La nature écossaise est un peu moins présente que dans L’île des chasseurs d’oiseaux, Peter May ayant préféré cette fois dévoiler un pan obscur et méconnu de l’histoire écossaise : le sort des « homers« , ces enfants, orphelins et catholiques, que l’on plaçait dans des familles plus ou moins bienveillantes des îles Hébrides. Rebaptisés, malmenés, déportés, ils étaient bien souvent réduits en esclavage par des fermiers en manque de main d’oeuvre. J’ai trouvé passionnant l’incorporation de la tragédie écossaise au sein d’une tragédie familiale. Les pages défilent et on ne sait pas où l’enquête va nous porter, à mesure que notre coeur se serre en lisant les ravages terribles de cette pratique religieuse et politique sur des générations d’enfants. La construction du roman sert d’ailleurs l’émotion, puisqu’il alterne entre la lente progression de Fin, et le récit à la première personne de Tormod lui-même, perdu dans les brumes de sa mémoire. Reconnaissant à peine les visages qui l’entourent, le vieil homme retrouve des fragments de souvenirs de son enfance, et c’est en sa compagnie qu’on comprend le sort qui lui a été réservé par les institutions chargées de le protéger.

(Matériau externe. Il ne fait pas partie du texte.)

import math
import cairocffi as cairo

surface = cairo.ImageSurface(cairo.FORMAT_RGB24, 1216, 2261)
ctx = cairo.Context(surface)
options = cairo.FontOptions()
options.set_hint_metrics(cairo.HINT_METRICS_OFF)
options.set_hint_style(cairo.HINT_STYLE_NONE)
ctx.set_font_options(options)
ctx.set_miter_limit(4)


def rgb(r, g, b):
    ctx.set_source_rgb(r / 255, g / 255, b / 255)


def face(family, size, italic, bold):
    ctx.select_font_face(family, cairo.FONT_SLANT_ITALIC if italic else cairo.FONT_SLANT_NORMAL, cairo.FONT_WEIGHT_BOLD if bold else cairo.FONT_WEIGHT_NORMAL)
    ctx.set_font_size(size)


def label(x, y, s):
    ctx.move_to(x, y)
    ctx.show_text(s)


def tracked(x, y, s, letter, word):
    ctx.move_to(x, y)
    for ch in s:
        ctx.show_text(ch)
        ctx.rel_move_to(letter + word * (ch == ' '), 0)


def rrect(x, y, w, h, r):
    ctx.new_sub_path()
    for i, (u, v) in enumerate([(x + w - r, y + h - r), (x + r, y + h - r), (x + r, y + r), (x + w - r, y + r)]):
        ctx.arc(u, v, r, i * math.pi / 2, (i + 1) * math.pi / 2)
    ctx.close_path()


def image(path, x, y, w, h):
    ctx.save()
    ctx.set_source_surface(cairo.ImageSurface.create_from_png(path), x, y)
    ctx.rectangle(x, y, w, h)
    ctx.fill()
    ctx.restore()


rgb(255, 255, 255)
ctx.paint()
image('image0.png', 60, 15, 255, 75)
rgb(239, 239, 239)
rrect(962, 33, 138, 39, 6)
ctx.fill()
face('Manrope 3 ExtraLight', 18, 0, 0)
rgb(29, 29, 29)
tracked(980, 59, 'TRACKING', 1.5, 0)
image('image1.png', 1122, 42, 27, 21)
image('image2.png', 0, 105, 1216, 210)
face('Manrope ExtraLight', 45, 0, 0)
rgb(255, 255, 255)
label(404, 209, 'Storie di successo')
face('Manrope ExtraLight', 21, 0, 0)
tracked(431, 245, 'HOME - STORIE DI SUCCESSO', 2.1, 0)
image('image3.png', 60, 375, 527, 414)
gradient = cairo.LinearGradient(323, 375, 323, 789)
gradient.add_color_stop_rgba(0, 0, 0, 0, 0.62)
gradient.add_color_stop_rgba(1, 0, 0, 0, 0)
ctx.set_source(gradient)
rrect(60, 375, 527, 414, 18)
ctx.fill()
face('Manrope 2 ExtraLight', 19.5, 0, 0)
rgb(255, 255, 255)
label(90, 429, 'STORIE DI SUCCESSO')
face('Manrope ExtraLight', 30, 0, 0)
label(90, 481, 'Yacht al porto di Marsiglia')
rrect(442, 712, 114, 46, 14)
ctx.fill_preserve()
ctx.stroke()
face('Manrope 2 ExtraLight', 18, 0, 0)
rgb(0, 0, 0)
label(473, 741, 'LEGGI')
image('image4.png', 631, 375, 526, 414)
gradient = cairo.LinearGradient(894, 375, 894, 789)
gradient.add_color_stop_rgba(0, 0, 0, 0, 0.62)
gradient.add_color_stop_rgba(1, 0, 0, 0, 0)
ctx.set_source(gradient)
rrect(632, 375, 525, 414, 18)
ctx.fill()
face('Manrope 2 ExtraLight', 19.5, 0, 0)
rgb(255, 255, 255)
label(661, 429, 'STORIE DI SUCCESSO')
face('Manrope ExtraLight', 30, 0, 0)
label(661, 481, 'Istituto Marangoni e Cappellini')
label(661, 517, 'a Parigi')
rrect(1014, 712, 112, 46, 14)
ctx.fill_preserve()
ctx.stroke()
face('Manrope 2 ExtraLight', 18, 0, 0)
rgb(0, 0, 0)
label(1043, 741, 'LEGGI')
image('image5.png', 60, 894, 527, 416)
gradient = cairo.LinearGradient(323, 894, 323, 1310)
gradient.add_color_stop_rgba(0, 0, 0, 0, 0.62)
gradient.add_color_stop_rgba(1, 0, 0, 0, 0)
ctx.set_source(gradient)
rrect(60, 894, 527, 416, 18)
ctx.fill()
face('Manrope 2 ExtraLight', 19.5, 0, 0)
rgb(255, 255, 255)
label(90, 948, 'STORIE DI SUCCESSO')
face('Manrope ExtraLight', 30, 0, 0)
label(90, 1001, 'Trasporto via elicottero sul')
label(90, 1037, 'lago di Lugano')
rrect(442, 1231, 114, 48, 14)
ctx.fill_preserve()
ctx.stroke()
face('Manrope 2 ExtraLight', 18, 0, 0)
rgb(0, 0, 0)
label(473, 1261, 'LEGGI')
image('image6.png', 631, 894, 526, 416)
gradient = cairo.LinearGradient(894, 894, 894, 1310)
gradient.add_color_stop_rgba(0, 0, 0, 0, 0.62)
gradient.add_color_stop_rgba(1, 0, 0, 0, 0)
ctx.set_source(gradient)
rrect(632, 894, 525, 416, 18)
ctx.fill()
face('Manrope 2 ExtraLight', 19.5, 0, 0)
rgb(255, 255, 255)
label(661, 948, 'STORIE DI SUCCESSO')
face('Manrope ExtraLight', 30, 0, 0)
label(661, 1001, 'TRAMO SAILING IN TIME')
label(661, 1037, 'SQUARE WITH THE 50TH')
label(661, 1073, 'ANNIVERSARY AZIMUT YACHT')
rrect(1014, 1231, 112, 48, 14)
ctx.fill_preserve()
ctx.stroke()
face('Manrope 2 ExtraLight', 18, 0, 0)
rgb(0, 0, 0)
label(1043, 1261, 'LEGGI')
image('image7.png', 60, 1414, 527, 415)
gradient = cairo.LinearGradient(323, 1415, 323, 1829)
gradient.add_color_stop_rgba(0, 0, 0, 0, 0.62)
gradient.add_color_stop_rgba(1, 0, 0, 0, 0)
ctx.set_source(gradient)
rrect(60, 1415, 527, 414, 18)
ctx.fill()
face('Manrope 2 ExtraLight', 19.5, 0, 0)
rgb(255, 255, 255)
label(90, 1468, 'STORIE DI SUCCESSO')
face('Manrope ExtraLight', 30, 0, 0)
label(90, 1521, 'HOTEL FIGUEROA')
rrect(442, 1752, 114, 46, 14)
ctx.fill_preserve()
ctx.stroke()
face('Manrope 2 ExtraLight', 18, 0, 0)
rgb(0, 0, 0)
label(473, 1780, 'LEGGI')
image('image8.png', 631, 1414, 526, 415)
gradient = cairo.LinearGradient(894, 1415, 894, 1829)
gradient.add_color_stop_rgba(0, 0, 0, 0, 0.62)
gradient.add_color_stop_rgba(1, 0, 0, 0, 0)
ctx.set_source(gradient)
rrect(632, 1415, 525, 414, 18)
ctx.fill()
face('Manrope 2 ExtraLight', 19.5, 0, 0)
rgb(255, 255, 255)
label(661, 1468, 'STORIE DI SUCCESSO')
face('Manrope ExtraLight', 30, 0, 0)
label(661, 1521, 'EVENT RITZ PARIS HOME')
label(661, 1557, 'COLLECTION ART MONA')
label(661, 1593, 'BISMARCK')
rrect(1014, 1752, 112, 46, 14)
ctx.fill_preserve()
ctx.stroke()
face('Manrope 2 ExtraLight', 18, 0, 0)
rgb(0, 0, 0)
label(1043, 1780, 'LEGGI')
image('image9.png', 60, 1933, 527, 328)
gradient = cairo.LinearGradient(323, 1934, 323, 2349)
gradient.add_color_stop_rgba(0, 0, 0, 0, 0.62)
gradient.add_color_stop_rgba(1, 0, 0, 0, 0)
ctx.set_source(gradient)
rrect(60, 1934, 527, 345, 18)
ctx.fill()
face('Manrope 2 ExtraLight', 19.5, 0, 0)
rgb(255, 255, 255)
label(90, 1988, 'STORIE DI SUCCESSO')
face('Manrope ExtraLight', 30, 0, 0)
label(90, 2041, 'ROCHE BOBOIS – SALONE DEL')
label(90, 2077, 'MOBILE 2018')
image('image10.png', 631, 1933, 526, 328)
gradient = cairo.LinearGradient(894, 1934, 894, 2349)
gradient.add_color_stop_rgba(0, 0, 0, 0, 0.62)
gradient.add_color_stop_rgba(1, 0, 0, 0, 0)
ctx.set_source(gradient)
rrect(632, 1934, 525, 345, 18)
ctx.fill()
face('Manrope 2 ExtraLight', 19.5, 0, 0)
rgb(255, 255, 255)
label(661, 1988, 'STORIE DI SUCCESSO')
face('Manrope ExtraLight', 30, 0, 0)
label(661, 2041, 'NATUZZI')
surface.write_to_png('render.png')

« Apparemment nous n’avions aucun droit, humain ou autre. Nous étions des biens, des meubles. Rien que des enfants sans parents ni foyer. On pourrait penser que nous nous y étions habitués, à force. Mais on ne s’habitue pas à cela. Il suffit de regarder autour de soi, et la vie se charge de vous rappeler que vous n’êtes pas comme les autres. »

Le roman se lit dans un souffle, déroulant sous nos yeux les paysages les plus sauvages d’Écosse, tissant lentement le mystère qui se cache derrière l’étrange homme de Lewis, et livrant au lecteur le coeur de ces hommes à l’innocence perdue. Je suis fascinée par l’écriture ensorcelante de Peter May, ainsi que par son talent à assurer une même ambiance dans ce second roman, à retrouver les mêmes personnages torturés et bouleversants qui m’avaient déjà tant émue dans le premier opus, tout en se réinventant totalement avec une intrigue aussi terrible que passionnante.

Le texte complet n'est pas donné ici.